Yoksa Aldatmak Hayatta Kalmak İçin Gerekli mi?

Yoksa Aldatmak Hayatta Kalmak İçin Gerekli mi?

Kandırma, aldatma ve sahtekarlık, insan topluluklarında ahlaksızlık olarak nitelendirilse de, aldatma biyolojik dünyada hayatta kalmak ve soyunu sürdürmek için en temel itici güclerden biri.

Yoksa Aldatmak Hayatta Kalmak İçin Gerekli mi?

Central Washington Üniversitesi’nden davranış ve evrim uzmanı Profesör Lixing Sun, The Liars of Nature and the Nature of Liars (Doğadaki Yalancılar ve Yalancıların Doğası) isimli kitabında, aldatma olgusunun hayvanlar aleminde evildiğini ve sayede gezegenimizdeki inanılmaz çeşitliliğin ortaya çıktığını öne sürüyor. Aldatma ve kandırma yaşamın her alanında gözlemlenebilir; biyolojik hiyerarşinin her düzeyinde yaygındır. En gelişmiş organizmadan en basit yaşam formuna kadar istisnasız her canlının can simidi gibi sarıldığı bir stratejidir.

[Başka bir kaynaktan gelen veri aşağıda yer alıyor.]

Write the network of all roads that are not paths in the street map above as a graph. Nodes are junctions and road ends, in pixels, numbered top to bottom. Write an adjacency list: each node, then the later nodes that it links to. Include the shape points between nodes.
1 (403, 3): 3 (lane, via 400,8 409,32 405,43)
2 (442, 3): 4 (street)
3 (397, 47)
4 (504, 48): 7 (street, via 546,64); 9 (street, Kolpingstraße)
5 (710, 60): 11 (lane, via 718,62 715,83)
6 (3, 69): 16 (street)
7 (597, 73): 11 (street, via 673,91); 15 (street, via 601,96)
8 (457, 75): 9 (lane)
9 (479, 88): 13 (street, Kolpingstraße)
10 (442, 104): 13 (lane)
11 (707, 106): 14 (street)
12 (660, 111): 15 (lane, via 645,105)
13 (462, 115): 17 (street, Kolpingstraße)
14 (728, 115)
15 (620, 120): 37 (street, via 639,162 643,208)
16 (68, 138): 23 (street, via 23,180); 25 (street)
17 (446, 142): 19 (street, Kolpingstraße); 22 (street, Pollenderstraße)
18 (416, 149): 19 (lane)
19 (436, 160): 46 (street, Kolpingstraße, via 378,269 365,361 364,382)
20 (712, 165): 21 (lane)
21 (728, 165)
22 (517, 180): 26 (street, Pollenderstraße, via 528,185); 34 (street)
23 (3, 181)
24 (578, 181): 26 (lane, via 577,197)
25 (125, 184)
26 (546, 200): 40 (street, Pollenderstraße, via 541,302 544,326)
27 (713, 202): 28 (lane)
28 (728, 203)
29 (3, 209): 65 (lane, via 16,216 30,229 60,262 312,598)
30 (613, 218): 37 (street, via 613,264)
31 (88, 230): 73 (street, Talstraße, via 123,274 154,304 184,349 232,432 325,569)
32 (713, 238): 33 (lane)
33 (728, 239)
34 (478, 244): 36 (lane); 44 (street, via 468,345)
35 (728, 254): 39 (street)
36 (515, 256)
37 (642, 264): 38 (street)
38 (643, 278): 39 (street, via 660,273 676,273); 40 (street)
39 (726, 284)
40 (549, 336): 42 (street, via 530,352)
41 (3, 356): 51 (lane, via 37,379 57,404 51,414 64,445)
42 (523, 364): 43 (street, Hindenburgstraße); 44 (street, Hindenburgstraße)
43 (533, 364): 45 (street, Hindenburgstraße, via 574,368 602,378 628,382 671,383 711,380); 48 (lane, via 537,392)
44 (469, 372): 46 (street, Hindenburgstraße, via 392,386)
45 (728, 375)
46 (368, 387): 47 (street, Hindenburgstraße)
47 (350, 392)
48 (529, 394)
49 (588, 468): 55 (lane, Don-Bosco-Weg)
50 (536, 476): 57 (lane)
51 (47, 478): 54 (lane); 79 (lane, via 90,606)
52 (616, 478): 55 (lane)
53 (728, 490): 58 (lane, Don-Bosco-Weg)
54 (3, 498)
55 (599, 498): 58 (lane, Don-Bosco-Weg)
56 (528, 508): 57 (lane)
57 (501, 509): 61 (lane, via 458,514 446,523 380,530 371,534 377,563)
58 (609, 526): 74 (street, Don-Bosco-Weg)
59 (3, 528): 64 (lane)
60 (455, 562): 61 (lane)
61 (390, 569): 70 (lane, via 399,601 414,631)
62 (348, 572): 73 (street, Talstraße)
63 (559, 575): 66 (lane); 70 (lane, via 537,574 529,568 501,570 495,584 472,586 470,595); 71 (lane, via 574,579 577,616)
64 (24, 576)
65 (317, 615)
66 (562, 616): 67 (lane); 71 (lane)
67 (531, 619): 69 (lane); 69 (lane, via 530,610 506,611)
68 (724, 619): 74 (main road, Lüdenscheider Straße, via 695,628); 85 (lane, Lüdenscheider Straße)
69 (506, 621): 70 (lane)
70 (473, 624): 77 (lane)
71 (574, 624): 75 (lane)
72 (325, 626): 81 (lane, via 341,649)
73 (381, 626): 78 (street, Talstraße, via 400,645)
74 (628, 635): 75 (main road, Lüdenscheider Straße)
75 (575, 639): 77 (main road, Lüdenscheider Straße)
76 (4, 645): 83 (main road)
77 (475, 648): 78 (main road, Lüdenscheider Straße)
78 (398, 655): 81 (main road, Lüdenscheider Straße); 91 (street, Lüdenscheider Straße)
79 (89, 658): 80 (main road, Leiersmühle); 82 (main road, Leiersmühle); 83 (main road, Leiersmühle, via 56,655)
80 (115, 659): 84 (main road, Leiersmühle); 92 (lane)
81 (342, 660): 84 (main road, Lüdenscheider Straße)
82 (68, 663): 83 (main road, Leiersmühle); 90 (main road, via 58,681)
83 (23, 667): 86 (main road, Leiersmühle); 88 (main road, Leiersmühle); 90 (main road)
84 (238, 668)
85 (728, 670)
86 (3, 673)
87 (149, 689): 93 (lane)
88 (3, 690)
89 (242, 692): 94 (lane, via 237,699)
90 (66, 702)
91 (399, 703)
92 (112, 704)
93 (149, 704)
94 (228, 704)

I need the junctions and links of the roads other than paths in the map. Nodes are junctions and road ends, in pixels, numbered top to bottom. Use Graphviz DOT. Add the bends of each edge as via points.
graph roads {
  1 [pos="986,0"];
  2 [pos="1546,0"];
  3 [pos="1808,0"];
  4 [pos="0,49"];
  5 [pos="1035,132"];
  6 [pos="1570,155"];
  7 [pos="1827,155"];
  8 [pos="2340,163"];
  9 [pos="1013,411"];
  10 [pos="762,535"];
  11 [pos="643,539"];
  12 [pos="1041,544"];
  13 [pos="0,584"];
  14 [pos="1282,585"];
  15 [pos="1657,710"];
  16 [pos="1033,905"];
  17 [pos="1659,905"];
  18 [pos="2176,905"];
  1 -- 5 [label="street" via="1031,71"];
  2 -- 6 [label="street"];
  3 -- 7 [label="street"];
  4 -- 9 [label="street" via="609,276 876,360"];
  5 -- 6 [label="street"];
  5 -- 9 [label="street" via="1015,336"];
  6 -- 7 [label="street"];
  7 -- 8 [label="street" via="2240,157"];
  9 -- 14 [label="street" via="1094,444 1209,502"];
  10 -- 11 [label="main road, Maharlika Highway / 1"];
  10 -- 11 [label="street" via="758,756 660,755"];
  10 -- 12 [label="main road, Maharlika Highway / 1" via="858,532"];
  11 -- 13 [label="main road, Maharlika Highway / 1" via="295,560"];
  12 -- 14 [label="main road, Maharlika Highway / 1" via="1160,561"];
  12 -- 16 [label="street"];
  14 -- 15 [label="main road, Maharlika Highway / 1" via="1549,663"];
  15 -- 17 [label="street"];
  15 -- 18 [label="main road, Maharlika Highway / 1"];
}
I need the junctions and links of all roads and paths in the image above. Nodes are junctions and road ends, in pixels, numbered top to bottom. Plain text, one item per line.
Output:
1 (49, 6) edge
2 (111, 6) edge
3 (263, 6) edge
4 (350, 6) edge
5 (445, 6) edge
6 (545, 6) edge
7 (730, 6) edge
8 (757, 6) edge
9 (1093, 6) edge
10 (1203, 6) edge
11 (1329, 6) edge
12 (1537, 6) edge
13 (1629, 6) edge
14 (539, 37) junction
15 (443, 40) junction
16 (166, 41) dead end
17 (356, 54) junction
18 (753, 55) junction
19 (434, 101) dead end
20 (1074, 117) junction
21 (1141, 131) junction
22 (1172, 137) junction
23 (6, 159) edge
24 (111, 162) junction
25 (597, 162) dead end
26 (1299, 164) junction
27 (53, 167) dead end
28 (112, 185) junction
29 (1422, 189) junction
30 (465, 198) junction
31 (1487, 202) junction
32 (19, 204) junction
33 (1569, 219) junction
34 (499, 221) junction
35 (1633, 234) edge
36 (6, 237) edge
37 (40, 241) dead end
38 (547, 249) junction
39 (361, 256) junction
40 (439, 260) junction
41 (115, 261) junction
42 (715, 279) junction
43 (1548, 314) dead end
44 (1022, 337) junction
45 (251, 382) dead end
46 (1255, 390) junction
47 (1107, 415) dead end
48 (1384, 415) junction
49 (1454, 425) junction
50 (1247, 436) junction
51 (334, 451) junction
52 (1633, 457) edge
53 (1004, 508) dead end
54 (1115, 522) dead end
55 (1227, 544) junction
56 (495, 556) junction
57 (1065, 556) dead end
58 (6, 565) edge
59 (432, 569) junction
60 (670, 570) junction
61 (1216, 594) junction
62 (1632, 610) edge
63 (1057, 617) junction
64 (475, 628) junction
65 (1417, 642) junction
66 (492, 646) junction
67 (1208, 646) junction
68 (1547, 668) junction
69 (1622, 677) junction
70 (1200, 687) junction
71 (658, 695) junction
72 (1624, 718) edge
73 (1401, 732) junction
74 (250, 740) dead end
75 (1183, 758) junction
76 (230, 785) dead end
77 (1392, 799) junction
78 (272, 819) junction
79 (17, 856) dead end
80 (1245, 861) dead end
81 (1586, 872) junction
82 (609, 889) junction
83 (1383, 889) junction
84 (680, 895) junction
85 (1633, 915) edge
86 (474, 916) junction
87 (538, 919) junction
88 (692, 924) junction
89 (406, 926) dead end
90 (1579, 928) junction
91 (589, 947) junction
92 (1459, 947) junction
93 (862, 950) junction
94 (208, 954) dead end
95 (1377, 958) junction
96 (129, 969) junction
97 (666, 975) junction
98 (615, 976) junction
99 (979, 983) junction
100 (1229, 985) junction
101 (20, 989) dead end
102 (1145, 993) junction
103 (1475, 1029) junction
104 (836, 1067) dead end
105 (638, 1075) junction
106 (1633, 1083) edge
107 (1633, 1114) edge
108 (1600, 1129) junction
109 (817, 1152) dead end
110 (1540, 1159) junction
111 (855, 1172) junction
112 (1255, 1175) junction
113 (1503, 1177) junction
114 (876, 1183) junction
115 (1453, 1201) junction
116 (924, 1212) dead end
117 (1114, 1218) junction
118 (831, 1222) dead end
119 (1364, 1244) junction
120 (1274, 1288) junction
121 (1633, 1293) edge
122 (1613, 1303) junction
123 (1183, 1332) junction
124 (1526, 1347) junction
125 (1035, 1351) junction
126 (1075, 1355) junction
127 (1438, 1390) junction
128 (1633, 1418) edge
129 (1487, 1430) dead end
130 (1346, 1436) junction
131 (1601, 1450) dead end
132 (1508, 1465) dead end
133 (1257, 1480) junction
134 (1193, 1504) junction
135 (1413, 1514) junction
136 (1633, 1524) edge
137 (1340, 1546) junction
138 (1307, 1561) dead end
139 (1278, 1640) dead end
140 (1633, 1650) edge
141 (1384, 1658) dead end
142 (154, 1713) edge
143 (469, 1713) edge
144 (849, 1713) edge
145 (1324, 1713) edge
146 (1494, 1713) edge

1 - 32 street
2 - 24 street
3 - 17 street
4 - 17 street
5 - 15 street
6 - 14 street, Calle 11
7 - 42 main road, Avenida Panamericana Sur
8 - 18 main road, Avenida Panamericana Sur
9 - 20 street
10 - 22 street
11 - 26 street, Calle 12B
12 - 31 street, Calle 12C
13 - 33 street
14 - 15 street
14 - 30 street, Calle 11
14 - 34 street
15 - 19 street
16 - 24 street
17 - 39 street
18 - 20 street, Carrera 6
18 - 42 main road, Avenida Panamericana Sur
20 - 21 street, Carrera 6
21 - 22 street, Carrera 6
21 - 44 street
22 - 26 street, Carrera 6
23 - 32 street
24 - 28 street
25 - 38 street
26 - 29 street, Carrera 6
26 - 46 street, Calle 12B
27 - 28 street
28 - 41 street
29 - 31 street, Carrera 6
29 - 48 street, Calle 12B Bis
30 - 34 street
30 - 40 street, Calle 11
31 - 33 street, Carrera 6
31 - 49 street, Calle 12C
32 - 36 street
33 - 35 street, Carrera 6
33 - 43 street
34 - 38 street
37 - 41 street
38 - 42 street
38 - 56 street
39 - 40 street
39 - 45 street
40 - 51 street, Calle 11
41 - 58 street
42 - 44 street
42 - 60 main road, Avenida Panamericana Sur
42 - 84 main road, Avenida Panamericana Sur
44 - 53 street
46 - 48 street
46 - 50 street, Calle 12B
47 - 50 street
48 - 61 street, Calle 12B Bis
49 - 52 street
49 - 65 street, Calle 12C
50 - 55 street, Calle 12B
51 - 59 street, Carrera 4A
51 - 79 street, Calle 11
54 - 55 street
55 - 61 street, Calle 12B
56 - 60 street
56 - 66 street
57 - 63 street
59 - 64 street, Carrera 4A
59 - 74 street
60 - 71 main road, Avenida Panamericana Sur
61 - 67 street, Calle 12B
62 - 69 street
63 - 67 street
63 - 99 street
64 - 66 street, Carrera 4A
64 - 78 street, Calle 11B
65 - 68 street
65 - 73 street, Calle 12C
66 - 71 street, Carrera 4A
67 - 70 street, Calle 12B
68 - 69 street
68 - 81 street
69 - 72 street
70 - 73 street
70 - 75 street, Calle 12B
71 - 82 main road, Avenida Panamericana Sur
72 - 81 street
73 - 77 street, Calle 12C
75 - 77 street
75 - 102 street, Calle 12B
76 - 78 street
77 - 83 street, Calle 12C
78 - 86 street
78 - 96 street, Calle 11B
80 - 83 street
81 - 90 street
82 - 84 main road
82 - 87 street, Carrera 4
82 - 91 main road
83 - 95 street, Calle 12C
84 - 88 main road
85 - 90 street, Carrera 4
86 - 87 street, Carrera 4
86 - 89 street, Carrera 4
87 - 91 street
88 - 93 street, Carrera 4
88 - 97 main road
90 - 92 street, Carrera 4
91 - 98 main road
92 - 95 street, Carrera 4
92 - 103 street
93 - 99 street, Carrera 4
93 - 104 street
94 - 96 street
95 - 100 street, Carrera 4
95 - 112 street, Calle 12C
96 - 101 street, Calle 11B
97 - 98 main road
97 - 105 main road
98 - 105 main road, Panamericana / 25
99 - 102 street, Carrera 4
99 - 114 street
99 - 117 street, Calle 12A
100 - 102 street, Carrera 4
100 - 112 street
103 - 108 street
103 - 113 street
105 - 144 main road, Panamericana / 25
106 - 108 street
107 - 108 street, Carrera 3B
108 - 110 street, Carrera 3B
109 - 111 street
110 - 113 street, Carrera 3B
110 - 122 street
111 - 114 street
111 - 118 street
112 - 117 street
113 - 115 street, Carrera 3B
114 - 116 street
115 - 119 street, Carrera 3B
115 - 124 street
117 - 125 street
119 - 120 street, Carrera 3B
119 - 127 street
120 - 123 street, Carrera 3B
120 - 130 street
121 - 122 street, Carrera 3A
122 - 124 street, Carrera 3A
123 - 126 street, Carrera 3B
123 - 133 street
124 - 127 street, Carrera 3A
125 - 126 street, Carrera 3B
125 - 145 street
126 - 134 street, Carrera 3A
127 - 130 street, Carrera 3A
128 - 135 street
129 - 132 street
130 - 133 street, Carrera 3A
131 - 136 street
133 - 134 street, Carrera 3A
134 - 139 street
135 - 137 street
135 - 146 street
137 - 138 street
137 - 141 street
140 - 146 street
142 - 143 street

Hayvanlarda, bitkilerde, mantarlarda, bakterilerde, virüslerde, kromozomlarda, genlerde, DNA’ların her parçasında rastlanır. Aynı bireyde, ayrı türe ait bireyler arasında ve türler arasında yaygındır.

Dürüstlük En Doğru Strateji mi?

Doğada bu kadar sık görülmesine karşın, insan dünyasında aldatma, yalan söyleme ve kandırma sosyal duyarlılığımıza terstir; dürüstlük takıntımızla bağdaşmaz. Doğruluğu yüceltmemize ve yalanı lanetlememize rağmen gerçek yaşam çoğunlukla ideallerimizle çelişir. Kısaca doğruluk ve dürüstlük günlük yaşantımızda her zaman en doğru strateji olmayabilir.

Yoksa Aldatmak Hayatta Kalmak İçin Gerekli mi?

Örneğin: Masum bir insan istemediği bir suçtan dolayı ölüme mahkum edilmiş olsun. Çaresiz kalan en yakin dostları, gardiyanlara rüşvet vererek adamı hapishaneden kaçırmaya çalışırlar. Ne var ki adalet sistemine karşı gelmek istemeyen mahkum kalmayı reddeder. Bu durumda adamın dürüstlüğüne saygı mı gösterirdiniz, yoksa “aptallığına” şapka mi çıkartırdınız?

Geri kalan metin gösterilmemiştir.